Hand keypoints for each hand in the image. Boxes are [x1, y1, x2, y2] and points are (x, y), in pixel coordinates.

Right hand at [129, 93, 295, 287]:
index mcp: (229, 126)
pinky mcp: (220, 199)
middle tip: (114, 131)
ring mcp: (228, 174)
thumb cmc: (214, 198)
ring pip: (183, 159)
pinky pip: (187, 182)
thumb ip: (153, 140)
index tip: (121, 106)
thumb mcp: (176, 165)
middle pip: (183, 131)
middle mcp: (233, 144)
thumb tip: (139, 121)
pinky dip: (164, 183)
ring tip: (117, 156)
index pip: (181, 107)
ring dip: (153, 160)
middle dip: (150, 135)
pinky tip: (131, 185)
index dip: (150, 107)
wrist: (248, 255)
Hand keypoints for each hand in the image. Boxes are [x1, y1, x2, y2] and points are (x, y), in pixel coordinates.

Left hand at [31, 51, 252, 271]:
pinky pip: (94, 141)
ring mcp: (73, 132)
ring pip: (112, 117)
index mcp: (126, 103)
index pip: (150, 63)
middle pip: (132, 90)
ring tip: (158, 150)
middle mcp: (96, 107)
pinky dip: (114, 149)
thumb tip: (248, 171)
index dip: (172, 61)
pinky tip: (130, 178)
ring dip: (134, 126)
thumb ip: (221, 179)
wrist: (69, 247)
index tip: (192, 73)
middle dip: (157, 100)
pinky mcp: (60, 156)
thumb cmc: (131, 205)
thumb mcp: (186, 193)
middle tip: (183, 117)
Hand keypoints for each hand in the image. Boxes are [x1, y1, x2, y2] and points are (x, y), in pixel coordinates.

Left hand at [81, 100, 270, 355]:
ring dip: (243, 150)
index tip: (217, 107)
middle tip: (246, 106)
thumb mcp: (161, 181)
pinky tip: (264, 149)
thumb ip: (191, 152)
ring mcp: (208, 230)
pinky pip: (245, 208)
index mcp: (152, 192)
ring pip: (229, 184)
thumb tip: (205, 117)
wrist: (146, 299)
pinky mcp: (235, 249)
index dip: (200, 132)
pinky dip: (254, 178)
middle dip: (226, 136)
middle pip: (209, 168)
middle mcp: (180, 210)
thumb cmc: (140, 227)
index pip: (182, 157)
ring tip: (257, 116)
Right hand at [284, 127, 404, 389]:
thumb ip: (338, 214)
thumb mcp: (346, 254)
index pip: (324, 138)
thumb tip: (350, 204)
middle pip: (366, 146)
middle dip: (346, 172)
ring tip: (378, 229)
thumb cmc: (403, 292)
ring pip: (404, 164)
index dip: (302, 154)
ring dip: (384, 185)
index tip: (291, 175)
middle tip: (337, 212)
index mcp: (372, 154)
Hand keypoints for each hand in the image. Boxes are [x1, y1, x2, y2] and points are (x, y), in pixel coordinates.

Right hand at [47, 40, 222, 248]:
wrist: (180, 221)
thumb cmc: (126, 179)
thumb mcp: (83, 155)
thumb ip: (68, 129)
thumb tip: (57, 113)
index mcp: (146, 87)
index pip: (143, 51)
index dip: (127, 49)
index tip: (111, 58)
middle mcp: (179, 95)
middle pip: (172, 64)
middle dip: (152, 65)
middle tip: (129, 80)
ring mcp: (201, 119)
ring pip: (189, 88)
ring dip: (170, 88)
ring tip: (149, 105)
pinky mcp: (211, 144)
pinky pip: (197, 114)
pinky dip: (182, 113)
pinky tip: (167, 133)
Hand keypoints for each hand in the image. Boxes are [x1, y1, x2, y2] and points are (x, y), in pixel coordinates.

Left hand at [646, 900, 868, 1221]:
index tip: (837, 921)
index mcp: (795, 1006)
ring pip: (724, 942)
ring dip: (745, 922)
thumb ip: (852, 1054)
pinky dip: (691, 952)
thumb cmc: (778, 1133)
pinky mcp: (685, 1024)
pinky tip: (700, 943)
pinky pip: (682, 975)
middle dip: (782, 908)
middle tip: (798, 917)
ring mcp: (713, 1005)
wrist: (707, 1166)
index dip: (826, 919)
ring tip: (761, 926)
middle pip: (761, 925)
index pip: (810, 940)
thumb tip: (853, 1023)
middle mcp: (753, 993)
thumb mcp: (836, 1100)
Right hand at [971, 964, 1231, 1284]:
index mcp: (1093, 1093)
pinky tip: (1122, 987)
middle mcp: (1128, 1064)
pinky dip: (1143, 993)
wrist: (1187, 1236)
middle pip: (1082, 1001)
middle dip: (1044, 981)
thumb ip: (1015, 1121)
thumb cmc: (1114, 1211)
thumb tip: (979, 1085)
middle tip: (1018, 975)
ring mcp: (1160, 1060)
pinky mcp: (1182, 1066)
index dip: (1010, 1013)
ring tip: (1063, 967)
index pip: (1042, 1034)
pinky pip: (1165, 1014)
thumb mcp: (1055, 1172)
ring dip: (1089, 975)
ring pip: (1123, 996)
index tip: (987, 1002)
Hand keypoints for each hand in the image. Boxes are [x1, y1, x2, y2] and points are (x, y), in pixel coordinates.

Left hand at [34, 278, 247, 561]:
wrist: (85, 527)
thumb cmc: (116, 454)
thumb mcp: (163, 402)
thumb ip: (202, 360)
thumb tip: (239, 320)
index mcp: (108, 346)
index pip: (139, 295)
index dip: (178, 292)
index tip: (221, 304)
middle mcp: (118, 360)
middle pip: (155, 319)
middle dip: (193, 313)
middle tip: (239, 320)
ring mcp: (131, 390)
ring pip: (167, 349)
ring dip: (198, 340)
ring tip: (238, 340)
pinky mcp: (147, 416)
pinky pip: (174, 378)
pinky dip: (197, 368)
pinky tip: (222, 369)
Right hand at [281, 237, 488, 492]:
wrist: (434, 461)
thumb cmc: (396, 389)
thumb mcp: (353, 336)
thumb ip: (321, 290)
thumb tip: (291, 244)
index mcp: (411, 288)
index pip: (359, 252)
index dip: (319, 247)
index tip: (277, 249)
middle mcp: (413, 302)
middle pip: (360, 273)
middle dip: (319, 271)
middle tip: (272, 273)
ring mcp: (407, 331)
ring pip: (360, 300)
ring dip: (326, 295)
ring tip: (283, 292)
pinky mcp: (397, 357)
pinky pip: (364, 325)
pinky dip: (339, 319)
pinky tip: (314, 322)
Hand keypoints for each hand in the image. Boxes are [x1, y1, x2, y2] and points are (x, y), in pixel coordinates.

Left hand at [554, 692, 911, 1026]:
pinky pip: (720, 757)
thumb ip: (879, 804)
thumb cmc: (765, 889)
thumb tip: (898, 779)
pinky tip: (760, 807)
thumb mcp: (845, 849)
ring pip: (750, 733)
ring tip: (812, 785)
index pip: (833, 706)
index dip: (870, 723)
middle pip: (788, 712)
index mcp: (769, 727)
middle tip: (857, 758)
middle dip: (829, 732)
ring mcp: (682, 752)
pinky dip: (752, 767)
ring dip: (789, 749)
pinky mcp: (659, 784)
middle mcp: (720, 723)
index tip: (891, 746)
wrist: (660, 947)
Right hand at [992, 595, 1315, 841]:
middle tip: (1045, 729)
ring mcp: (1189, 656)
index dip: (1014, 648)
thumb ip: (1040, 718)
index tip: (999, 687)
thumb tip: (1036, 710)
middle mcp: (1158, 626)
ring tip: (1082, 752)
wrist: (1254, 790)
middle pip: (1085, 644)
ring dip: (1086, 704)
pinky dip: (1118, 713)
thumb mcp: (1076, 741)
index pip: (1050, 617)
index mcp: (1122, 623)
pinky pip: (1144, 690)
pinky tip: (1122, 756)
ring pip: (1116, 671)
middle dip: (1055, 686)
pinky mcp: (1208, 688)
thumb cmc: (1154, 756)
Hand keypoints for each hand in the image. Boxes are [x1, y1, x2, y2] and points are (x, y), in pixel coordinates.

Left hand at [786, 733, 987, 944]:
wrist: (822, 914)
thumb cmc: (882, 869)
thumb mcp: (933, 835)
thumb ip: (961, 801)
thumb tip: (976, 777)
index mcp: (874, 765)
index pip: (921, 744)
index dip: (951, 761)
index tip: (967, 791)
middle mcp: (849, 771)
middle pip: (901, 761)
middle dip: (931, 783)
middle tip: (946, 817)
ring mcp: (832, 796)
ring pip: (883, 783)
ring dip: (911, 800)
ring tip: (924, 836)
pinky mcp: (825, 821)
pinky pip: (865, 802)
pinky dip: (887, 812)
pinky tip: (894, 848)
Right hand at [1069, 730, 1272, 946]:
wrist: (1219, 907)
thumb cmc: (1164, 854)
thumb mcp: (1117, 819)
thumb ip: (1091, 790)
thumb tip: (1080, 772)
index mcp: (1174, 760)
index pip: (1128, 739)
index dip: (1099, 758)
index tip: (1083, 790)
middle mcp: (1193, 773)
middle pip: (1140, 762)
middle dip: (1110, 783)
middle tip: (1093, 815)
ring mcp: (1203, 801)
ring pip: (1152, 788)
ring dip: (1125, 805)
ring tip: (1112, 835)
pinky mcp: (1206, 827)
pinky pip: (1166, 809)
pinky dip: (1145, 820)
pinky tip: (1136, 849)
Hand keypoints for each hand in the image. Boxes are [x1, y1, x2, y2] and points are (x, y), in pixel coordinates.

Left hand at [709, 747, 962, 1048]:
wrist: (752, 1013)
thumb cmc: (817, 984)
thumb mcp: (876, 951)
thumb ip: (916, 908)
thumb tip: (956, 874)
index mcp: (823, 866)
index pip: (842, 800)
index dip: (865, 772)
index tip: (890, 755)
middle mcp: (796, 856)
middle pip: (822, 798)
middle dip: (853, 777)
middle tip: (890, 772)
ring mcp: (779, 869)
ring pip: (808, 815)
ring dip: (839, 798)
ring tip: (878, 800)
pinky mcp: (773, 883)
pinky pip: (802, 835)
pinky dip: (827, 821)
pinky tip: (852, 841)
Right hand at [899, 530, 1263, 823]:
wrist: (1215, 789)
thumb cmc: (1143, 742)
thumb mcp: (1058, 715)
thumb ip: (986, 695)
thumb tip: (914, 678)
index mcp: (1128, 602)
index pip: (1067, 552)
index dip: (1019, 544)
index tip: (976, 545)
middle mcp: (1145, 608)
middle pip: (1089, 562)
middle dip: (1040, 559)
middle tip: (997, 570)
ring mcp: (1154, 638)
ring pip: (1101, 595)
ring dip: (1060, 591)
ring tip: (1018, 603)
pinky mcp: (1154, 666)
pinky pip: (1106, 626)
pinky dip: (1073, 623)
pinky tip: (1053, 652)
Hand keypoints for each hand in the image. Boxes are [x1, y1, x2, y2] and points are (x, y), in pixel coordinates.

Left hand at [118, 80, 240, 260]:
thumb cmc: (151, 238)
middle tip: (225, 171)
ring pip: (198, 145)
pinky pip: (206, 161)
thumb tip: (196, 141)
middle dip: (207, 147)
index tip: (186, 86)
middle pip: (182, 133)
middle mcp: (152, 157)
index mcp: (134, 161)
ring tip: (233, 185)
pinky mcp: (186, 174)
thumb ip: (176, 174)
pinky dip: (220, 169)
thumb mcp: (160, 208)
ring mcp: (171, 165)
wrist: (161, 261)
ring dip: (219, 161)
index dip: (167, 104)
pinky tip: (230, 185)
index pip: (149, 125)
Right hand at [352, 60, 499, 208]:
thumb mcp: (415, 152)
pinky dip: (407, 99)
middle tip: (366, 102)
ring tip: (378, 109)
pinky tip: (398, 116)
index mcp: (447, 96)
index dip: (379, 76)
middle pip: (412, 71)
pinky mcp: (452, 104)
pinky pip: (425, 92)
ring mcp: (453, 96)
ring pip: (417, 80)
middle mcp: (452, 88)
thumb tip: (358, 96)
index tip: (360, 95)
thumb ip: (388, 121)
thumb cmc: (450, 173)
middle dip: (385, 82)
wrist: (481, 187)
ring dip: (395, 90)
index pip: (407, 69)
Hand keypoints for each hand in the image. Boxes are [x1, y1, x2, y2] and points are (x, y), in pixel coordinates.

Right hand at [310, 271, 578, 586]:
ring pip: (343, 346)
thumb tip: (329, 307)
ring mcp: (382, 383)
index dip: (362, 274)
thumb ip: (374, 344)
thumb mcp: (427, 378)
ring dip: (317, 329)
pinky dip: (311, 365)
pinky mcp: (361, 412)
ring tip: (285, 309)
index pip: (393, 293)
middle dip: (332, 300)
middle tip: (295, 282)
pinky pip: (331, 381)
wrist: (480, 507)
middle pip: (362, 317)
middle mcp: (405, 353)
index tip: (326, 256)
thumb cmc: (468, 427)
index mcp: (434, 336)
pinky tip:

What is being asked
Wherever the string "Right" appears in a line of the records above, copy that line.

Result of the task
Right hand at [129, 93, 295, 287]:
Right hand at [284, 127, 404, 389]:
Right hand at [47, 40, 222, 248]:
Right hand at [971, 964, 1231, 1284]:
Right hand at [281, 237, 488, 492]:
Right hand at [992, 595, 1315, 841]:
Right hand at [1069, 730, 1272, 946]:
Right hand at [899, 530, 1263, 823]:
Right hand at [352, 60, 499, 208]:
Right hand at [310, 271, 578, 586]:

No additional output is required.